Записки Филиппа Филипповича Вигеля. Части первая — четвертая | страница 80
Опасения госпожи Лоран должны были исчезнуть, коль скоро она только увидела сестру мою; порок узнаёт тотчас добродетель по тайному стыду, который она в нём производит; но она не вдруг еще успокоилась. Граф Салтыков поступил в сем случае благоразумно и деликатно: он только один раз, по приезде их, навестил молодых супругов. Можно легко себе представить весь ужас положения несчастной тогда сестры моей. Дотоле уважаемая, любимая и достойная того и другого, она вдруг встречает забвение всякого приличия в обхождении с нею жены начальника своего мужа и осуждена жить с нею в одном доме. Она не вдруг могла постигнуть, отчего это происходит; но когда, по инстинкту, коим женщины одарены, она вникнула в причины явного презрения, ей оказываемого, то содрогнулась от негодования. Она, которая почиталась в Киеве цветом непорочности, в первые дни, в первые минуты счастливого нежнейшего союза, подозревается в измене, и в какой же измене? Осмеливаются считать ее наложницей старика из подлых видов корыстолюбия. Сей первый, тяжелый крест, посланный ей в жизни, понесла она с терпением, призвав на помощь веру и чувство собственного достоинства. На чужой сторонушке, с кем было залетной пташечке разделить жестокую скорбь свою? Кому ее поверить? Людям ли, едва знакомым, или мужу, который в обеих супругах видел свое провидение, но, несмотря на то, в исступлении обиженного самолюбия, готов бы был погубить себя дерзостью против них? Или малолетнему брату, которому неприлично и опасно было доверять такого рода тайны? Но я часто заставал ее в слезах перед иконами; я один был свидетелем её печали, которую более всего старалась она скрывать от мужа, и я почти угадал её тайну.

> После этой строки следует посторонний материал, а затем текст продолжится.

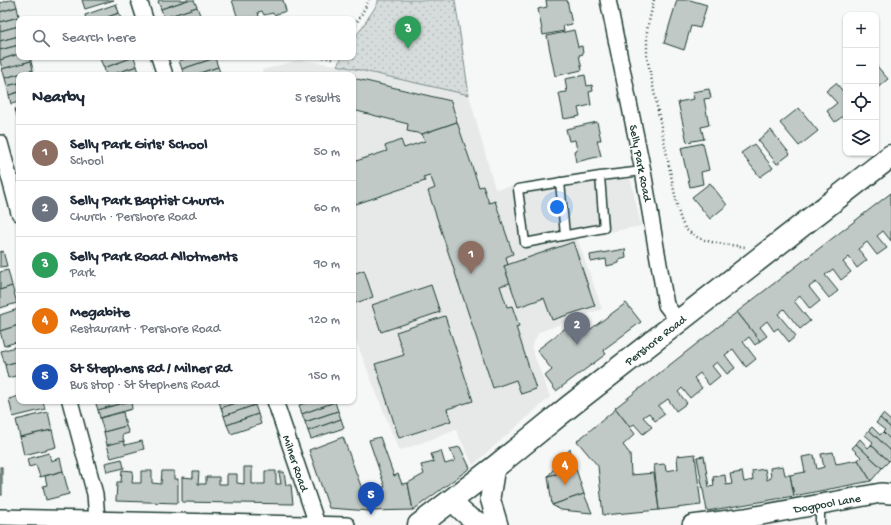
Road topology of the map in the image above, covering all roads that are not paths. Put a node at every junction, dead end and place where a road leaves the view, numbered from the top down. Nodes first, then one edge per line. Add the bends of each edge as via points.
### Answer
1 (139, 0) edge
2 (611, 2) edge
3 (144, 16) edge
4 (160, 60) edge
5 (164, 72) edge
6 (0, 144) edge
7 (891, 156) edge
8 (643, 171) junction
9 (600, 176) junction
10 (560, 182) junction
11 (16, 202) edge
12 (565, 235) junction
13 (679, 322) junction
14 (71, 404) edge
15 (276, 404) edge
16 (495, 467) junction
17 (888, 490) edge
18 (452, 500) junction
19 (820, 504) junction
20 (0, 517) edge
21 (97, 520) junction
22 (208, 524) edge
23 (316, 524) edge
24 (347, 525) edge
25 (417, 525) edge
26 (490, 525) edge
27 (498, 525) edge
28 (692, 525) edge
29 (820, 525) edge

1 - 3 street
2 - 8 street, Selly Park Road
4 - 5 street
6 - 11 street
7 - 13 main road, Pershore Road
8 - 9 lane
8 - 13 street, Selly Park Road via 666,305
9 - 10 lane
9 - 12 lane via 604,228
10 - 12 lane
10 - 12 lane via 518,189 525,243
13 - 16 main road, Pershore Road
14 - 21 street via 96,494
15 - 23 street, Milner Road
16 - 18 main road, Pershore Road
16 - 27 street via 490,498
17 - 19 street, Dogpool Lane
18 - 25 main road, Pershore Road
18 - 26 street via 462,513 477,522
19 - 28 street, Dogpool Lane
19 - 29 lane
20 - 21 street
21 - 22 street
22 - 23 street
23 - 24 street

Впрочем, безрассудные подозрения не выходили из тесного круга, в котором родились, и не долго существовали. Прошел месяц или два, и графиня Салтыкова приглашениями, приветами старалась заставить забыть свою первую несправедливость; но оскорбленная сестра моя осталась непреклонна и долго еще чуждалась её высокого общества. Для мужа всё это было непонятно; он дивился своенравию жены, но не смел ее упрекать в том.

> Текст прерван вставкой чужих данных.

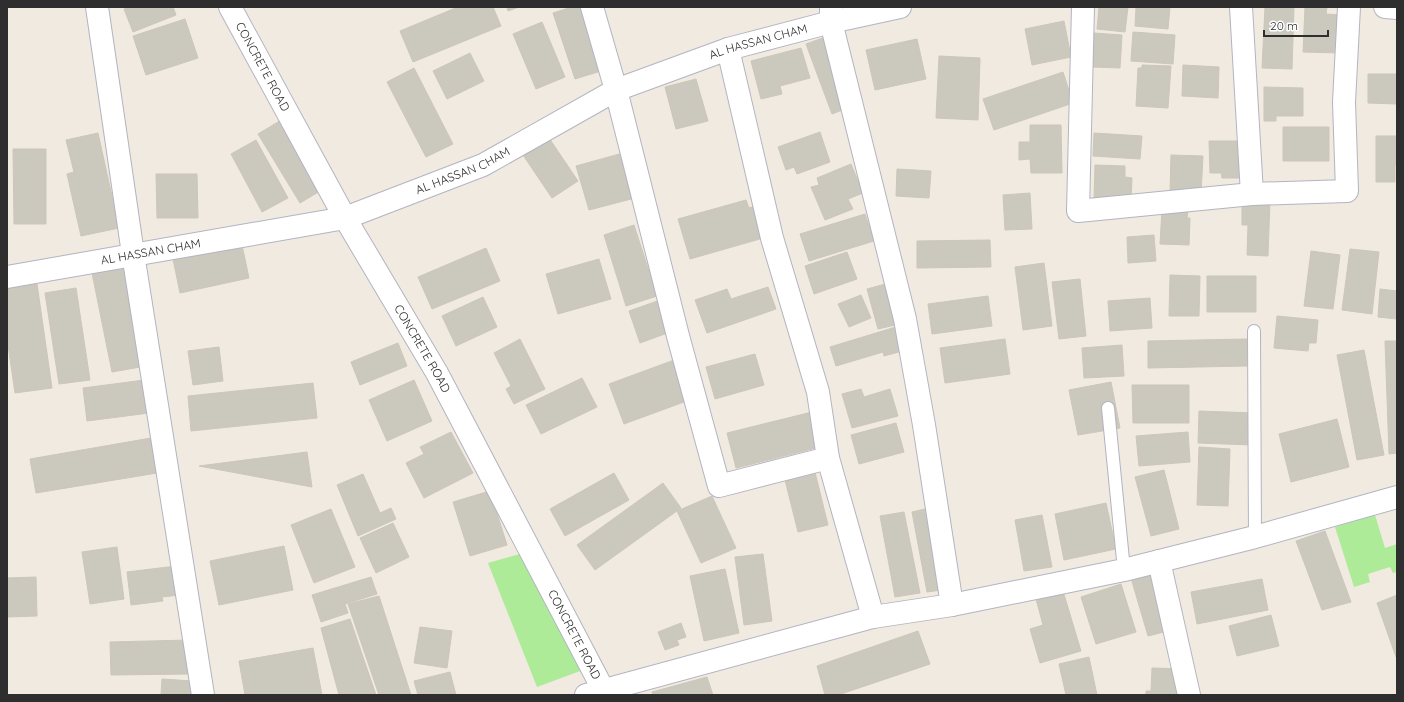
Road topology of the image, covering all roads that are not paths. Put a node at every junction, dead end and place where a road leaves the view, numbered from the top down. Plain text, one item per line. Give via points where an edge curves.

Мы жили почти в совершенном уединении: сестра редко делала и принимала визиты. Шум и блеск были вокруг стен наших, а внутри царствовали тишина и молчание. Я начинал сравнивать настоящее положение наше с прошедшим… Тяжело вздохнул я; мне казалось, что наша доля самая низкая в мире. Моральная болезнь, врожденная, хотя и не наследственная, которую ни религия, ни рассудок, ни опыт доселе совершенно излечить не могли, жестокое самолюбие, источник немногих для меня наслаждений и бесчисленных страданий в жизни, сия болезнь в первый раз открылась во мне с некоторою силою; тогда-то заронились мне в сердце первые семена отвращения от аристократии, впоследствии столь постоянно развивавшиеся.